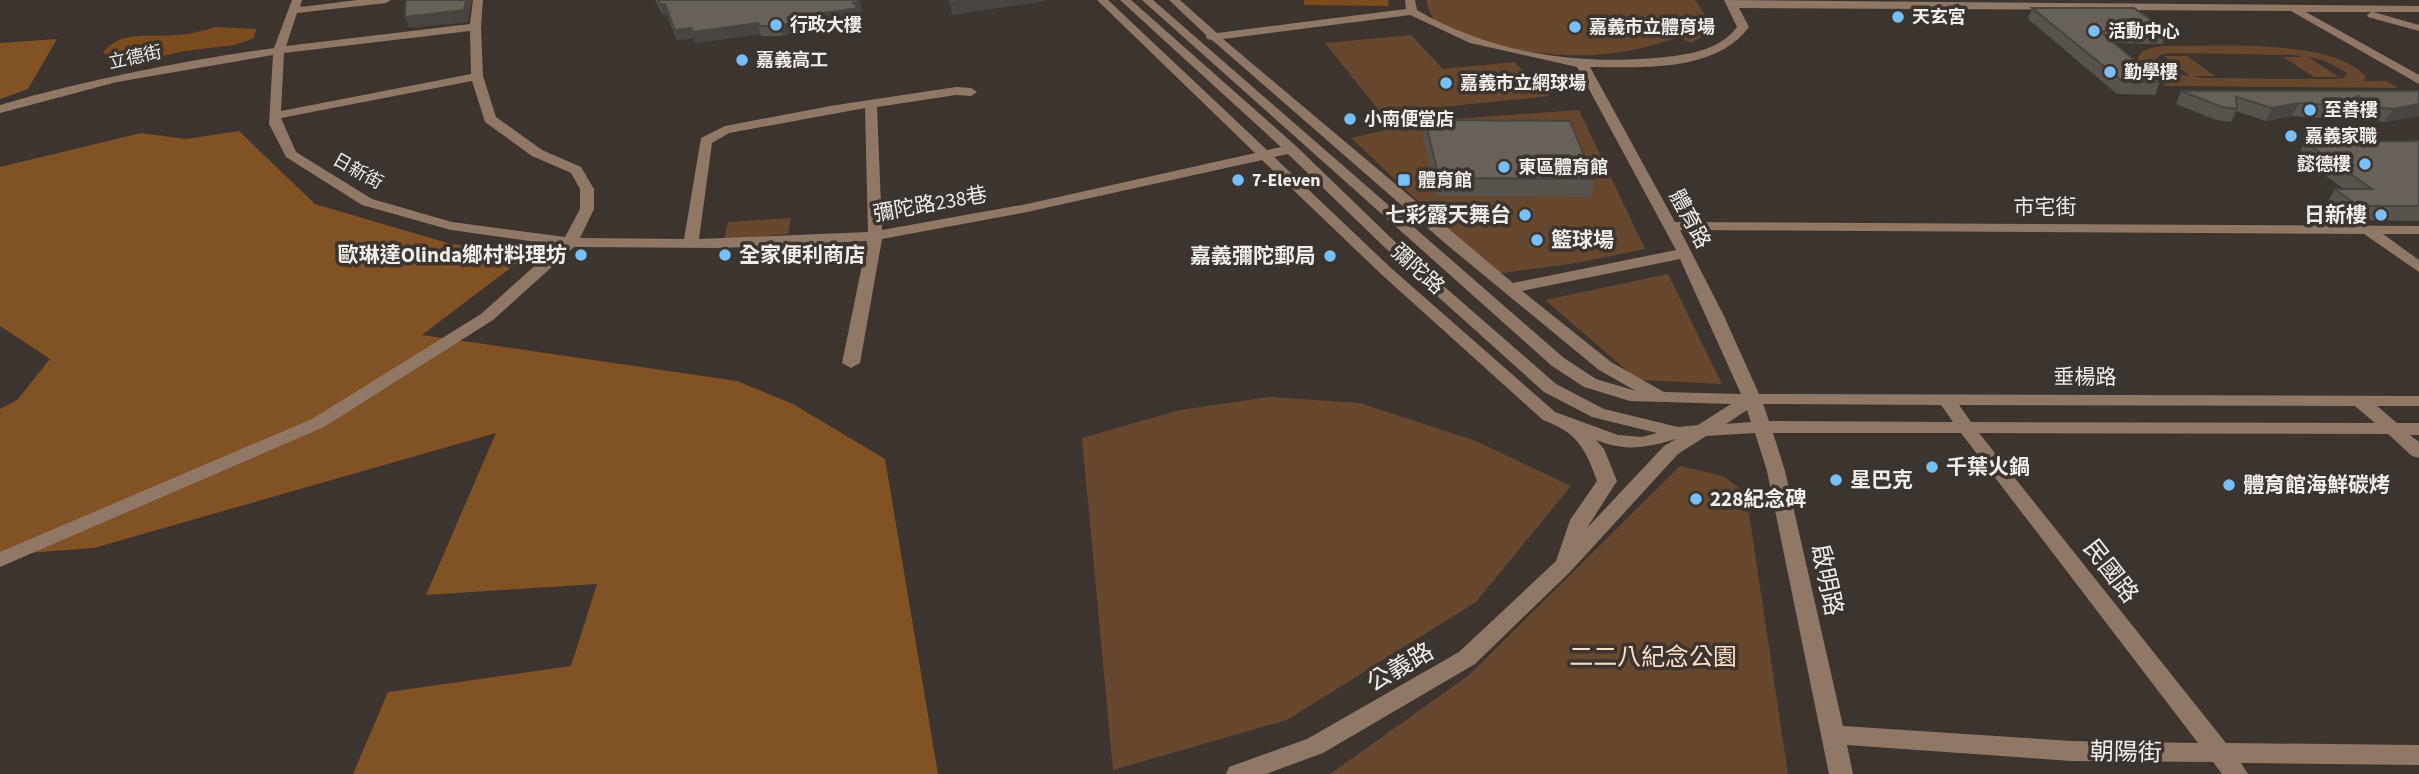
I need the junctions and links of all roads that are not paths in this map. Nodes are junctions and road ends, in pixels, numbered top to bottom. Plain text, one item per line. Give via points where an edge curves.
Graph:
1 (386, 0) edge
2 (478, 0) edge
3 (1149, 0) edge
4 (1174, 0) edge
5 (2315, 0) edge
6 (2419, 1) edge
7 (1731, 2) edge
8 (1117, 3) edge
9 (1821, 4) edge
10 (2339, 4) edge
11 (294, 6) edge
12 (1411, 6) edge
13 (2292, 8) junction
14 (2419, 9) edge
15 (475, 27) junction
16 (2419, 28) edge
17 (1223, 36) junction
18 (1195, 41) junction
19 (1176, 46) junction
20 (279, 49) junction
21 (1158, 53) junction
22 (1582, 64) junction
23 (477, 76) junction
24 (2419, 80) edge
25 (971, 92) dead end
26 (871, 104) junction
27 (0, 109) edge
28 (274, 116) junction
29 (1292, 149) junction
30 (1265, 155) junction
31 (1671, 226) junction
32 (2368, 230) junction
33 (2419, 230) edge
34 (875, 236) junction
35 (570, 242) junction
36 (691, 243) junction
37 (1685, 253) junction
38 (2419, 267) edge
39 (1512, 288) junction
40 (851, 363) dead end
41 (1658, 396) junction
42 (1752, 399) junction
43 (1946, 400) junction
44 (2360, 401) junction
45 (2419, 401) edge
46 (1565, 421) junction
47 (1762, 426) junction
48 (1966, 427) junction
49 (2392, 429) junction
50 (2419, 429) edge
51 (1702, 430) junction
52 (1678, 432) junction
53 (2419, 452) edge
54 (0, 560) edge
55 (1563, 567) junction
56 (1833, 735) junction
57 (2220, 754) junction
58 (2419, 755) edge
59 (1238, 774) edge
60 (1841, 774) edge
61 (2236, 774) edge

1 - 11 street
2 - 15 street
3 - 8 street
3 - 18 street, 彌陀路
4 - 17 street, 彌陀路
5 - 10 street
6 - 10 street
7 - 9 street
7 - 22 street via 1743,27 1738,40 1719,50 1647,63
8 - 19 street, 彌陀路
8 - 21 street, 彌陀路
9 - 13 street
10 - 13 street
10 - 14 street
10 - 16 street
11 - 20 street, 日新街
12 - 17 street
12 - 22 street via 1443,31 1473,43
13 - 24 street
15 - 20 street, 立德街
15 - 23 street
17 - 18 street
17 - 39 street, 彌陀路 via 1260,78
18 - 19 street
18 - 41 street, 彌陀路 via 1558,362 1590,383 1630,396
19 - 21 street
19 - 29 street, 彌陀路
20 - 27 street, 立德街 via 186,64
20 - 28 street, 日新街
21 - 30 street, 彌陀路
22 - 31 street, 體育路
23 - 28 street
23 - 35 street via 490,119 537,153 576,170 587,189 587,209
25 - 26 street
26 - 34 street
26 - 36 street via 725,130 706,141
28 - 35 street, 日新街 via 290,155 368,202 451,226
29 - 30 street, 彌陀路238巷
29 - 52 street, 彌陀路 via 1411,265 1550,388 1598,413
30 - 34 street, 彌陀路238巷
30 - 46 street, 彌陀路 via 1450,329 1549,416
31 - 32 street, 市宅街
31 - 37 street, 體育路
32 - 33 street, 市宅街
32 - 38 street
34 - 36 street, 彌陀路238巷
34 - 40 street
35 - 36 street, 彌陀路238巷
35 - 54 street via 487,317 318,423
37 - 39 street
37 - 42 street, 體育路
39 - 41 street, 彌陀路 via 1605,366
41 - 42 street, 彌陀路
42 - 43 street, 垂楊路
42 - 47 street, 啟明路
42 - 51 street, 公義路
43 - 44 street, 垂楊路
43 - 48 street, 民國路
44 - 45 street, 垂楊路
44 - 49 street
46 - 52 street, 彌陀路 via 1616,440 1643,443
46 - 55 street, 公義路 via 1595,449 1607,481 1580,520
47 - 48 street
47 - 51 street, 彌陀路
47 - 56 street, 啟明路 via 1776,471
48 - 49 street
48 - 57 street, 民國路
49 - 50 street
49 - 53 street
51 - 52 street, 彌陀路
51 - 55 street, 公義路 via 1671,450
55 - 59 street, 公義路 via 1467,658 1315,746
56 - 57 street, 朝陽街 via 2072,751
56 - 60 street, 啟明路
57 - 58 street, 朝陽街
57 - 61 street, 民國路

= = = = = = =

(What the task asks): Everything in the listing must be copied exactly except the pictures.

(Response for this exercise):
I need the junctions and links of all roads that are not paths in this map. Nodes are junctions and road ends, in pixels, numbered top to bottom. Plain text, one item per line. Give via points where an edge curves.
Graph:
1 (386, 0) edge
2 (478, 0) edge
3 (1149, 0) edge
4 (1174, 0) edge
5 (2315, 0) edge
6 (2419, 1) edge
7 (1731, 2) edge
8 (1117, 3) edge
9 (1821, 4) edge
10 (2339, 4) edge
11 (294, 6) edge
12 (1411, 6) edge
13 (2292, 8) junction
14 (2419, 9) edge
15 (475, 27) junction
16 (2419, 28) edge
17 (1223, 36) junction
18 (1195, 41) junction
19 (1176, 46) junction
20 (279, 49) junction
21 (1158, 53) junction
22 (1582, 64) junction
23 (477, 76) junction
24 (2419, 80) edge
25 (971, 92) dead end
26 (871, 104) junction
27 (0, 109) edge
28 (274, 116) junction
29 (1292, 149) junction
30 (1265, 155) junction
31 (1671, 226) junction
32 (2368, 230) junction
33 (2419, 230) edge
34 (875, 236) junction
35 (570, 242) junction
36 (691, 243) junction
37 (1685, 253) junction
38 (2419, 267) edge
39 (1512, 288) junction
40 (851, 363) dead end
41 (1658, 396) junction
42 (1752, 399) junction
43 (1946, 400) junction
44 (2360, 401) junction
45 (2419, 401) edge
46 (1565, 421) junction
47 (1762, 426) junction
48 (1966, 427) junction
49 (2392, 429) junction
50 (2419, 429) edge
51 (1702, 430) junction
52 (1678, 432) junction
53 (2419, 452) edge
54 (0, 560) edge
55 (1563, 567) junction
56 (1833, 735) junction
57 (2220, 754) junction
58 (2419, 755) edge
59 (1238, 774) edge
60 (1841, 774) edge
61 (2236, 774) edge

1 - 11 street
2 - 15 street
3 - 8 street
3 - 18 street, 彌陀路
4 - 17 street, 彌陀路
5 - 10 street
6 - 10 street
7 - 9 street
7 - 22 street via 1743,27 1738,40 1719,50 1647,63
8 - 19 street, 彌陀路
8 - 21 street, 彌陀路
9 - 13 street
10 - 13 street
10 - 14 street
10 - 16 street
11 - 20 street, 日新街
12 - 17 street
12 - 22 street via 1443,31 1473,43
13 - 24 street
15 - 20 street, 立德街
15 - 23 street
17 - 18 street
17 - 39 street, 彌陀路 via 1260,78
18 - 19 street
18 - 41 street, 彌陀路 via 1558,362 1590,383 1630,396
19 - 21 street
19 - 29 street, 彌陀路
20 - 27 street, 立德街 via 186,64
20 - 28 street, 日新街
21 - 30 street, 彌陀路
22 - 31 street, 體育路
23 - 28 street
23 - 35 street via 490,119 537,153 576,170 587,189 587,209
25 - 26 street
26 - 34 street
26 - 36 street via 725,130 706,141
28 - 35 street, 日新街 via 290,155 368,202 451,226
29 - 30 street, 彌陀路238巷
29 - 52 street, 彌陀路 via 1411,265 1550,388 1598,413
30 - 34 street, 彌陀路238巷
30 - 46 street, 彌陀路 via 1450,329 1549,416
31 - 32 street, 市宅街
31 - 37 street, 體育路
32 - 33 street, 市宅街
32 - 38 street
34 - 36 street, 彌陀路238巷
34 - 40 street
35 - 36 street, 彌陀路238巷
35 - 54 street via 487,317 318,423
37 - 39 street
37 - 42 street, 體育路
39 - 41 street, 彌陀路 via 1605,366
41 - 42 street, 彌陀路
42 - 43 street, 垂楊路
42 - 47 street, 啟明路
42 - 51 street, 公義路
43 - 44 street, 垂楊路
43 - 48 street, 民國路
44 - 45 street, 垂楊路
44 - 49 street
46 - 52 street, 彌陀路 via 1616,440 1643,443
46 - 55 street, 公義路 via 1595,449 1607,481 1580,520
47 - 48 street
47 - 51 street, 彌陀路
47 - 56 street, 啟明路 via 1776,471
48 - 49 street
48 - 57 street, 民國路
49 - 50 street
49 - 53 street
51 - 52 street, 彌陀路
51 - 55 street, 公義路 via 1671,450
55 - 59 street, 公義路 via 1467,658 1315,746
56 - 57 street, 朝陽街 via 2072,751
56 - 60 street, 啟明路
57 - 58 street, 朝陽街
57 - 61 street, 民國路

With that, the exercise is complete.